*WORK TO COMPLETE*
Report back every line of the entries that contains "roads", exactly as written.
BEGIN ENTRIES SHOWN
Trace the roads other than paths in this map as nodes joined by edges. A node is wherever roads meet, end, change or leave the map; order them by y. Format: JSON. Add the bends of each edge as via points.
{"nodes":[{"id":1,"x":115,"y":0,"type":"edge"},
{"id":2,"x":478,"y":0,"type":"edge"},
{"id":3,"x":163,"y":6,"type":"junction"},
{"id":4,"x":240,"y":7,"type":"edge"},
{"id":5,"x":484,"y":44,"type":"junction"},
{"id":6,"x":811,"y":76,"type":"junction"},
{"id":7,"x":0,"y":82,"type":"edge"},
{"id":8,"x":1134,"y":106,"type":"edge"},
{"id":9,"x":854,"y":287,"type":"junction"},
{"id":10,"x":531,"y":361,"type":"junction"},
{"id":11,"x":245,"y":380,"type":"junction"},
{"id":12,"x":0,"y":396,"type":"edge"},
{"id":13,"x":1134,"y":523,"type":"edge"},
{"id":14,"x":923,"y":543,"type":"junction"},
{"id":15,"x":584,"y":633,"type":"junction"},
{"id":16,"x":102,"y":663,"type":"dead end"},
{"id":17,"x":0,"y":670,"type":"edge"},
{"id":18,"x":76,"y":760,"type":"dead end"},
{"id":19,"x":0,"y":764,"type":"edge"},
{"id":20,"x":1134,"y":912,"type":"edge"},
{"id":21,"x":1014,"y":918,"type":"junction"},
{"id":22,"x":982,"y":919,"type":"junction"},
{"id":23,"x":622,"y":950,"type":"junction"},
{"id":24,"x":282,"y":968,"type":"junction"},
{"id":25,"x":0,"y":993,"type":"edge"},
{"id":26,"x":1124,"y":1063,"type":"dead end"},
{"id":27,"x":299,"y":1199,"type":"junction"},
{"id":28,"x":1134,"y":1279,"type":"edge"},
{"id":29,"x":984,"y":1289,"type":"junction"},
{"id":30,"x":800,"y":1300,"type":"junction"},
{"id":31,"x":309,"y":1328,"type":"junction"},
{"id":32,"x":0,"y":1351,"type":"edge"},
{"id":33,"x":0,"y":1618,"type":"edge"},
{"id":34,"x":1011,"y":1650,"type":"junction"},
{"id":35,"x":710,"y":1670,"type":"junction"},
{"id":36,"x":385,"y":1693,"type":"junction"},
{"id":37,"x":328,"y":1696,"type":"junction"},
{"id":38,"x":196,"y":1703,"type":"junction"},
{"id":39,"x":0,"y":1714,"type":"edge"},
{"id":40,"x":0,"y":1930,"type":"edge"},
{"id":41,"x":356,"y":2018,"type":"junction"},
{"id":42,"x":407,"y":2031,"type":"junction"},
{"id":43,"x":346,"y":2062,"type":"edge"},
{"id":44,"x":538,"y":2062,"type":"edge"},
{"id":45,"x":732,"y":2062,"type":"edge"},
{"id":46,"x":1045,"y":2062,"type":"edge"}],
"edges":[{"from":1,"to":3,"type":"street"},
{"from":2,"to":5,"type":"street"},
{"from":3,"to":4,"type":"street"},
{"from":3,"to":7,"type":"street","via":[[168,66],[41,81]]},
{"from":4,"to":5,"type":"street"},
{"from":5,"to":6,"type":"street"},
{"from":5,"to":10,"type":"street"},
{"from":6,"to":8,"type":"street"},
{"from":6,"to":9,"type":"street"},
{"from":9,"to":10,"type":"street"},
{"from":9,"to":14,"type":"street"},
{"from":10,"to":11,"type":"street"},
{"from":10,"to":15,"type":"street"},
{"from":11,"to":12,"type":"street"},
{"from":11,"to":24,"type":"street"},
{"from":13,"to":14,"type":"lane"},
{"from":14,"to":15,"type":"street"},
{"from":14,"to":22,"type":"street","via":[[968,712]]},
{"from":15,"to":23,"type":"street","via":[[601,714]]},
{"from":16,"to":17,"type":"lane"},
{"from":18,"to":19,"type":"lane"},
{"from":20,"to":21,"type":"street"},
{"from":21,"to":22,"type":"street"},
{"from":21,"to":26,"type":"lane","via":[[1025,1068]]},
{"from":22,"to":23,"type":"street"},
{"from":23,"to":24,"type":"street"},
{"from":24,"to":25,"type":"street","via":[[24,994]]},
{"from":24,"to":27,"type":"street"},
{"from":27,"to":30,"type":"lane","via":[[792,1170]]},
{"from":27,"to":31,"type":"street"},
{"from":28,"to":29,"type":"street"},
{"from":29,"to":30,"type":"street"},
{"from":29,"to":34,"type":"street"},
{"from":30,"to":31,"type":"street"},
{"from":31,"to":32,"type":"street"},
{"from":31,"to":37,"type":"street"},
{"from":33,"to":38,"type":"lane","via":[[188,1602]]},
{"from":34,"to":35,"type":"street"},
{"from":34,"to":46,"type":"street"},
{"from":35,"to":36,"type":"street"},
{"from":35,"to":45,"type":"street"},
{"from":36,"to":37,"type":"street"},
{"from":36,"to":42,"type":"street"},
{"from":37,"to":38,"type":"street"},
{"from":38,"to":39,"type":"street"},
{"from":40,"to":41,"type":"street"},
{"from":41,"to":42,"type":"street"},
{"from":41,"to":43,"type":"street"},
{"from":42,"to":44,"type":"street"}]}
END ENTRIES SHOWN
BEGIN ENTRIES SHOWN
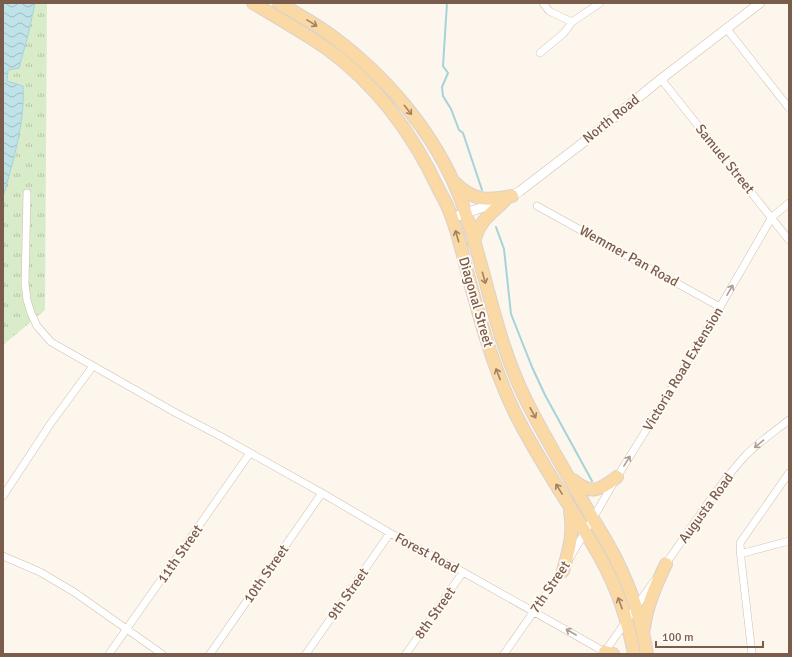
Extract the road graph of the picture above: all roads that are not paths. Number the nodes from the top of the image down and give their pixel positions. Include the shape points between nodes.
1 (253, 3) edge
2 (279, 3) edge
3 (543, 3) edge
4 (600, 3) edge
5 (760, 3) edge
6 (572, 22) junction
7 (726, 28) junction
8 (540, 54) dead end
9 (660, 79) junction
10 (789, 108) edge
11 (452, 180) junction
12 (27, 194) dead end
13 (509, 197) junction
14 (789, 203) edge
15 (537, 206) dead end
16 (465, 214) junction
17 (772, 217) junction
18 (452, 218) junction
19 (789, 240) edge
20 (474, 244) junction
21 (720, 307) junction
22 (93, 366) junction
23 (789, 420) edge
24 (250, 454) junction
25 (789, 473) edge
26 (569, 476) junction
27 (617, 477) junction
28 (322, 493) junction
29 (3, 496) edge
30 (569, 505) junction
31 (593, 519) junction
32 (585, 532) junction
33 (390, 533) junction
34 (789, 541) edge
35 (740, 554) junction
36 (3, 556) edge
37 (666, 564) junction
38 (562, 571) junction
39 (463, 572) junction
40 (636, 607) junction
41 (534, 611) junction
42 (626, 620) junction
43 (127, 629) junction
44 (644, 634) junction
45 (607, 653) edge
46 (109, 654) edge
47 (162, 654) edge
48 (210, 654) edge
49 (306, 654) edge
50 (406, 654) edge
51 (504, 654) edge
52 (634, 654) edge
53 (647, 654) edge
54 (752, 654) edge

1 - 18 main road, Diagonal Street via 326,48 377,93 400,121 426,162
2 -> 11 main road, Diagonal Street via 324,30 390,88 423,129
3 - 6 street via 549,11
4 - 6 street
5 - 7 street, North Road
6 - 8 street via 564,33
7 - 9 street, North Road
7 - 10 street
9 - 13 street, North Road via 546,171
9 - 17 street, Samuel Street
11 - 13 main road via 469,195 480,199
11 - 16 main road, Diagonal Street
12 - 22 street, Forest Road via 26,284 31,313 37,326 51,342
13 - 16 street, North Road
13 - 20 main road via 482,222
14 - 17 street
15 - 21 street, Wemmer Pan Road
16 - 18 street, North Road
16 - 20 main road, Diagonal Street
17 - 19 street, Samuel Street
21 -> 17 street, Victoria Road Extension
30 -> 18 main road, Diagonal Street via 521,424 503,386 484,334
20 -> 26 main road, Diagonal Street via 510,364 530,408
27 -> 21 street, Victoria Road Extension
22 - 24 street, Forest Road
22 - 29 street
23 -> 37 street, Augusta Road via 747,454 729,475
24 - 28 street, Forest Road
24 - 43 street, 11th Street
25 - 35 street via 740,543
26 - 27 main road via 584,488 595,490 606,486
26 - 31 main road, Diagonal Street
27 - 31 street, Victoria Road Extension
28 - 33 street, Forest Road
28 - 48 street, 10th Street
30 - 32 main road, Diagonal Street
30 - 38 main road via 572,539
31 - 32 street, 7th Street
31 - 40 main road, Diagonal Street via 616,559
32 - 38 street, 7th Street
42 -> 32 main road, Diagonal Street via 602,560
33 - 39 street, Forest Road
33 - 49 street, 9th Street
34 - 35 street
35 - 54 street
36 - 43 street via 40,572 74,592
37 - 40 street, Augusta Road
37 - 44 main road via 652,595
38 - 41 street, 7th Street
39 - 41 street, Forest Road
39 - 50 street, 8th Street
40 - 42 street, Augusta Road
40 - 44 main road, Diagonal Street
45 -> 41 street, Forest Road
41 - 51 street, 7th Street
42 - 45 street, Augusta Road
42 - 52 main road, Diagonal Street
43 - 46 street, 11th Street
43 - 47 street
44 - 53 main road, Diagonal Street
END ENTRIES SHOWN
*RESPONSE BOX*
Trace the roads other than paths in this map as nodes joined by edges. A node is wherever roads meet, end, change or leave the map; order them by y. Format: JSON. Add the bends of each edge as via points.
Extract the road graph of the picture above: all roads that are not paths. Number the nodes from the top of the image down and give their pixel positions. Include the shape points between nodes.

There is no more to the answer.